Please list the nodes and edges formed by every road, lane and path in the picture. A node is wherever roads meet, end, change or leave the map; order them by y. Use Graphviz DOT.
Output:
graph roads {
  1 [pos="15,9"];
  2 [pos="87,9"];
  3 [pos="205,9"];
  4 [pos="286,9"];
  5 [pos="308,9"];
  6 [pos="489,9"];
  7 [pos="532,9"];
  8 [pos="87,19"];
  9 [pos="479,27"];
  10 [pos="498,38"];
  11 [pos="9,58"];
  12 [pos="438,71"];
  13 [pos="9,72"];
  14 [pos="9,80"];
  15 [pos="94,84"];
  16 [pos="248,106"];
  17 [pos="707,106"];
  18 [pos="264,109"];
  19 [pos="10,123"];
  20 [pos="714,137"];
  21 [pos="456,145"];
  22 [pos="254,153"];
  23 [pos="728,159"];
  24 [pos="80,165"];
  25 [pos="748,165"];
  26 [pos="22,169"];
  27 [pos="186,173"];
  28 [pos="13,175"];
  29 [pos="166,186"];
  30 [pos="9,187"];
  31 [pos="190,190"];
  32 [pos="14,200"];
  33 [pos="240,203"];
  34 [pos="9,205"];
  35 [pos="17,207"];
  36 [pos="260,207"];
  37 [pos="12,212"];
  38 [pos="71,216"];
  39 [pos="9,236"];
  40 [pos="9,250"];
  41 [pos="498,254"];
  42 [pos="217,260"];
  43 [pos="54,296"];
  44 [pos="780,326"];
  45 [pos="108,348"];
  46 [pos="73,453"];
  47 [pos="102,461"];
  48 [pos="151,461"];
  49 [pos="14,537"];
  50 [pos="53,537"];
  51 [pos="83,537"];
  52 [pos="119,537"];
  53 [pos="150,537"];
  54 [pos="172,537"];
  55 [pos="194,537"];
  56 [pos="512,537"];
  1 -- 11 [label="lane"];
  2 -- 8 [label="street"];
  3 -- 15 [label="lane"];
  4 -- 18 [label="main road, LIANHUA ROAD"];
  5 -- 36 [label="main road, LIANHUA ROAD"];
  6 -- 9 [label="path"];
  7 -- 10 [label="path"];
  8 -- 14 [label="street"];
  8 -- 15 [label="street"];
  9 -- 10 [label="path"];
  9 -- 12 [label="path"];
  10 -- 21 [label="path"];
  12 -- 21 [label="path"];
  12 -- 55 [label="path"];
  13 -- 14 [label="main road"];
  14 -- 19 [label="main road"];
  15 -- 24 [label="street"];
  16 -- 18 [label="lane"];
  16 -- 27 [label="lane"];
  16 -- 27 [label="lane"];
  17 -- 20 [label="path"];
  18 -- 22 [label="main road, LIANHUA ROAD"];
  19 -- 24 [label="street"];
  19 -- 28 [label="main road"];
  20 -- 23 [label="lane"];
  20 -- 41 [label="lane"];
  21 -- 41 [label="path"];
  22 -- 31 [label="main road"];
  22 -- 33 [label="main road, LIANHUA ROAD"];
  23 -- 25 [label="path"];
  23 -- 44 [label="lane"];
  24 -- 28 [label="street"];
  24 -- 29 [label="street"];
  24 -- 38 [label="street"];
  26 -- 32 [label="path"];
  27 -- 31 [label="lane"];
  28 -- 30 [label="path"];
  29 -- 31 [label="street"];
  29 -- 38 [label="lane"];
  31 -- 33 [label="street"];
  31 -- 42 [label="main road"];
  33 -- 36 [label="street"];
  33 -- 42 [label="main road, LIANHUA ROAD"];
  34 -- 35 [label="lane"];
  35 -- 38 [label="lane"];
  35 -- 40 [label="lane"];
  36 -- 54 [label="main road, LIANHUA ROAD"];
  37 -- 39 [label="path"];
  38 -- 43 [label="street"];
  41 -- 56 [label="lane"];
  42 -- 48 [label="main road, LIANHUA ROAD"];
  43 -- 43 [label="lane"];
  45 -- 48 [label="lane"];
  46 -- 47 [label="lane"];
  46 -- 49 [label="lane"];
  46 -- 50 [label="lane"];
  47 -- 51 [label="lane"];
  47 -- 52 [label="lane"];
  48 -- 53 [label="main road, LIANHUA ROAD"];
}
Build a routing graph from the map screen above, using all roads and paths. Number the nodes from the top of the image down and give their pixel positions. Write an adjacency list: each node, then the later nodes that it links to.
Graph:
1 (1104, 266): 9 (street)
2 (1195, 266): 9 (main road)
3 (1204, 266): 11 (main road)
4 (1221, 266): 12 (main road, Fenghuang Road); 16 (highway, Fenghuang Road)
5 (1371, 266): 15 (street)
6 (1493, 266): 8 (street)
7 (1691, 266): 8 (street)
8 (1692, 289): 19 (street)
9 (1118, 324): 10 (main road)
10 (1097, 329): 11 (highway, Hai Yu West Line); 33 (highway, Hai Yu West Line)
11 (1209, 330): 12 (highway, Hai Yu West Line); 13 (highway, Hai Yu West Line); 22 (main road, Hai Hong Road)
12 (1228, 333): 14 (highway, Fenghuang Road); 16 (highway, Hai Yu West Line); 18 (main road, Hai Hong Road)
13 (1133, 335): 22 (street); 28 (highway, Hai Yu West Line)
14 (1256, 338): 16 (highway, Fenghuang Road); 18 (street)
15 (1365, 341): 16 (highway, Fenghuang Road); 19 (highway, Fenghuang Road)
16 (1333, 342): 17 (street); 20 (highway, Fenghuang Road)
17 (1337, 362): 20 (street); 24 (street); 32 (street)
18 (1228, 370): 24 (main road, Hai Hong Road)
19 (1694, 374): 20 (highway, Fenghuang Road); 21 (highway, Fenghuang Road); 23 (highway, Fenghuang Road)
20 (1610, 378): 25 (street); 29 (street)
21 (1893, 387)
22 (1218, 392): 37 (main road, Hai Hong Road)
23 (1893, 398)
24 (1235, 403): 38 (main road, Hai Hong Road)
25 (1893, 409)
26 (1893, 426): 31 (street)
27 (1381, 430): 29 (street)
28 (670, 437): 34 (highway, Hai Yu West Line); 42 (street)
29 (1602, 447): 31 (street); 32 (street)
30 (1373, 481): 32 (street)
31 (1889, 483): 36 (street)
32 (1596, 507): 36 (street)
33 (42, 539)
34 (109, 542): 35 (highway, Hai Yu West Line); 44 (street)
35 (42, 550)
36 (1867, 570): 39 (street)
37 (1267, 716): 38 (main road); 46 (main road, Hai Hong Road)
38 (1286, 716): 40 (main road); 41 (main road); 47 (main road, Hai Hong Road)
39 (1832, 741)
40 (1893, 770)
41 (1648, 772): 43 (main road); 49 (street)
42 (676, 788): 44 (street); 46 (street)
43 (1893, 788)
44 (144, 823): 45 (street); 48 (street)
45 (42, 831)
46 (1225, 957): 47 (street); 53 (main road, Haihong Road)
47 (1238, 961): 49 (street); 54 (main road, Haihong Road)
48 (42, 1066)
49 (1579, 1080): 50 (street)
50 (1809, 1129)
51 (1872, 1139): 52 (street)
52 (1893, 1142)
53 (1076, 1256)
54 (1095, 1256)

■ **Problem**: Pick every line from the listing holding the string "node", and copy it.

■ **Exercise result**:
Please list the nodes and edges formed by every road, lane and path in the picture. A node is wherever roads meet, end, change or leave the map; order them by y. Use Graphviz DOT.
Build a routing graph from the map screen above, using all roads and paths. Number the nodes from the top of the image down and give their pixel positions. Write an adjacency list: each node, then the later nodes that it links to.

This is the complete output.